*Work instructions*. Reproduce the listing word for word, leaving every picture behind.
++++ Provided entries ++++
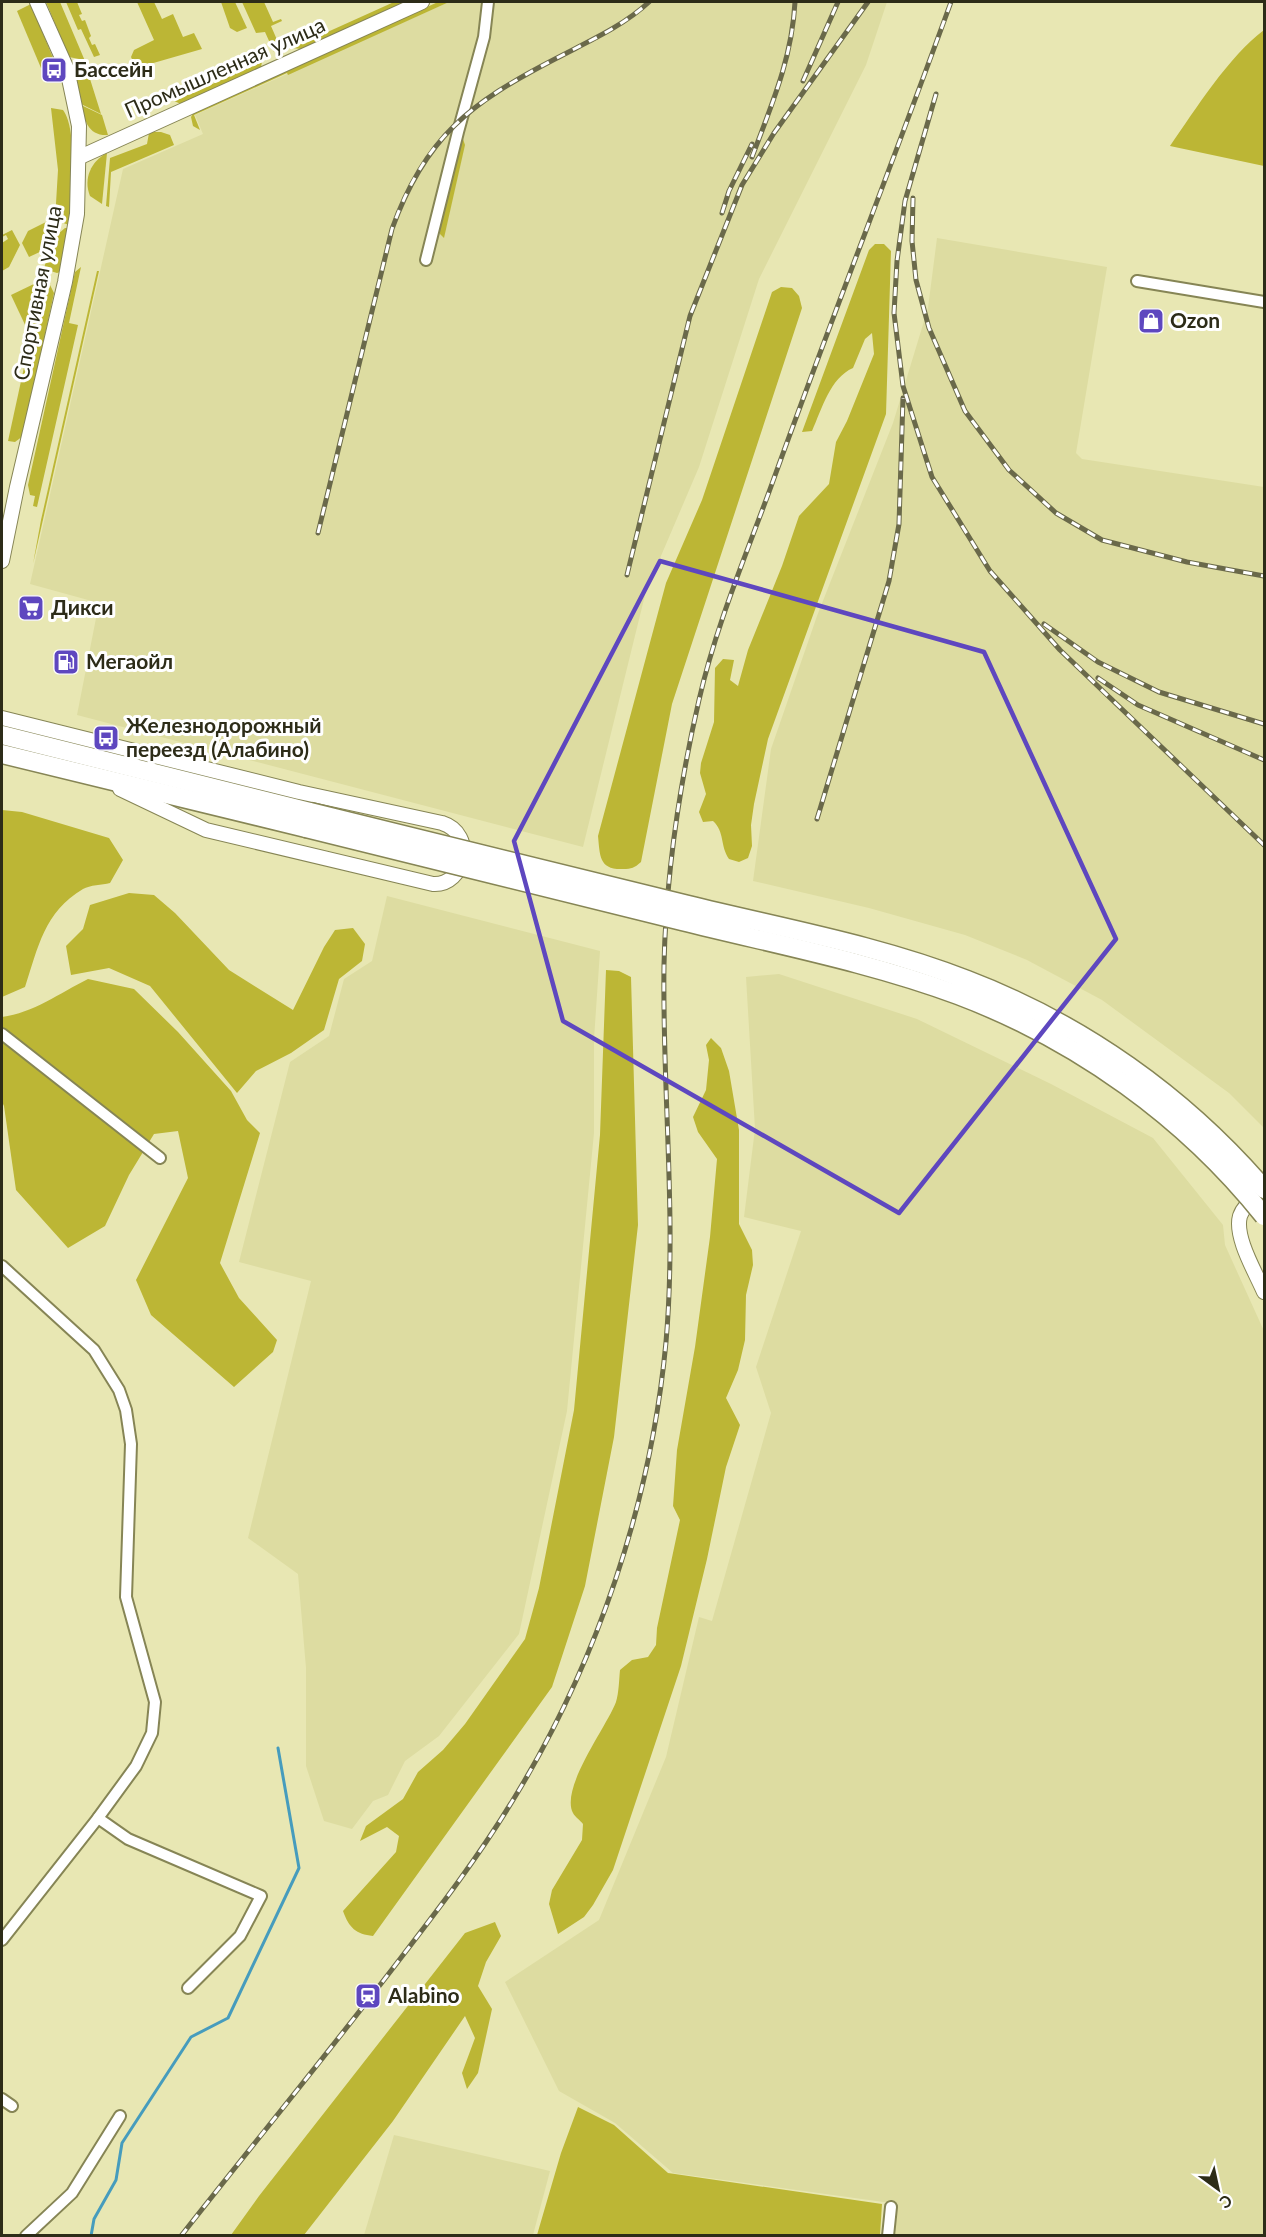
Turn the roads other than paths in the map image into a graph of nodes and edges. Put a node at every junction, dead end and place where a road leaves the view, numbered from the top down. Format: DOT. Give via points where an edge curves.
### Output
graph roads {
  1 [pos="37,2"];
  2 [pos="422,2"];
  3 [pos="489,2"];
  4 [pos="80,157"];
  5 [pos="426,260"];
  6 [pos="1137,281"];
  7 [pos="1264,302"];
  8 [pos="2,561"];
  9 [pos="2,718"];
  10 [pos="2,735"];
  11 [pos="134,751"];
  12 [pos="2,754"];
  13 [pos="58,767"];
  14 [pos="199,784"];
  15 [pos="308,820"];
  16 [pos="2,1034"];
  17 [pos="160,1158"];
  18 [pos="1264,1189"];
  19 [pos="1264,1216"];
  20 [pos="2,1266"];
  21 [pos="1264,1292"];
  22 [pos="98,1818"];
  23 [pos="2,1940"];
  24 [pos="188,1988"];
  25 [pos="2,2099"];
  26 [pos="12,2106"];
  27 [pos="120,2116"];
  28 [pos="891,2207"];
  29 [pos="26,2235"];
  30 [pos="888,2235"];
  1 -- 4 [label="street, Спортивная улица" via="67,69 79,126"];
  2 -- 4 [label="street, Промышленная улица"];
  3 -- 5 [label="street" via="484,37"];
  4 -- 8 [label="street, Спортивная улица" via="77,214 67,272"];
  6 -- 7 [label="street"];
  9 -- 11 [label="street"];
  10 -- 14 [label="highway"];
  11 -- 13 [label="street" via="449,825 462,840 461,864 453,877 433,884 231,837"];
  11 -- 14 [label="street"];
  12 -- 13 [label="highway"];
  13 -- 15 [label="highway"];
  14 -- 15 [label="highway"];
  15 -- 18 [label="highway, bridge" via="859,947 965,979 1046,1015 1120,1060 1198,1121"];
  15 -- 19 [label="highway, bridge" via="918,981 968,999 1070,1048 1136,1093 1213,1159"];
  16 -- 17 [label="street"];
  18 -- 21 [label="street" via="1243,1209 1239,1223 1241,1238"];
  20 -- 22 [label="street" via="94,1350 119,1390 126,1410 131,1444 126,1596 155,1702 152,1733 136,1766"];
  22 -- 23 [label="street"];
  22 -- 24 [label="street" via="128,1839 261,1896 240,1936"];
  25 -- 26 [label="street"];
  27 -- 29 [label="street" via="72,2193"];
  28 -- 30 [label="street"];
}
++++
*Expected answer*.
Turn the roads other than paths in the map image into a graph of nodes and edges. Put a node at every junction, dead end and place where a road leaves the view, numbered from the top down. Format: DOT. Give via points where an edge curves.
### Output
graph roads {
  1 [pos="37,2"];
  2 [pos="422,2"];
  3 [pos="489,2"];
  4 [pos="80,157"];
  5 [pos="426,260"];
  6 [pos="1137,281"];
  7 [pos="1264,302"];
  8 [pos="2,561"];
  9 [pos="2,718"];
  10 [pos="2,735"];
  11 [pos="134,751"];
  12 [pos="2,754"];
  13 [pos="58,767"];
  14 [pos="199,784"];
  15 [pos="308,820"];
  16 [pos="2,1034"];
  17 [pos="160,1158"];
  18 [pos="1264,1189"];
  19 [pos="1264,1216"];
  20 [pos="2,1266"];
  21 [pos="1264,1292"];
  22 [pos="98,1818"];
  23 [pos="2,1940"];
  24 [pos="188,1988"];
  25 [pos="2,2099"];
  26 [pos="12,2106"];
  27 [pos="120,2116"];
  28 [pos="891,2207"];
  29 [pos="26,2235"];
  30 [pos="888,2235"];
  1 -- 4 [label="street, Спортивная улица" via="67,69 79,126"];
  2 -- 4 [label="street, Промышленная улица"];
  3 -- 5 [label="street" via="484,37"];
  4 -- 8 [label="street, Спортивная улица" via="77,214 67,272"];
  6 -- 7 [label="street"];
  9 -- 11 [label="street"];
  10 -- 14 [label="highway"];
  11 -- 13 [label="street" via="449,825 462,840 461,864 453,877 433,884 231,837"];
  11 -- 14 [label="street"];
  12 -- 13 [label="highway"];
  13 -- 15 [label="highway"];
  14 -- 15 [label="highway"];
  15 -- 18 [label="highway, bridge" via="859,947 965,979 1046,1015 1120,1060 1198,1121"];
  15 -- 19 [label="highway, bridge" via="918,981 968,999 1070,1048 1136,1093 1213,1159"];
  16 -- 17 [label="street"];
  18 -- 21 [label="street" via="1243,1209 1239,1223 1241,1238"];
  20 -- 22 [label="street" via="94,1350 119,1390 126,1410 131,1444 126,1596 155,1702 152,1733 136,1766"];
  22 -- 23 [label="street"];
  22 -- 24 [label="street" via="128,1839 261,1896 240,1936"];
  25 -- 26 [label="street"];
  27 -- 29 [label="street" via="72,2193"];
  28 -- 30 [label="street"];
}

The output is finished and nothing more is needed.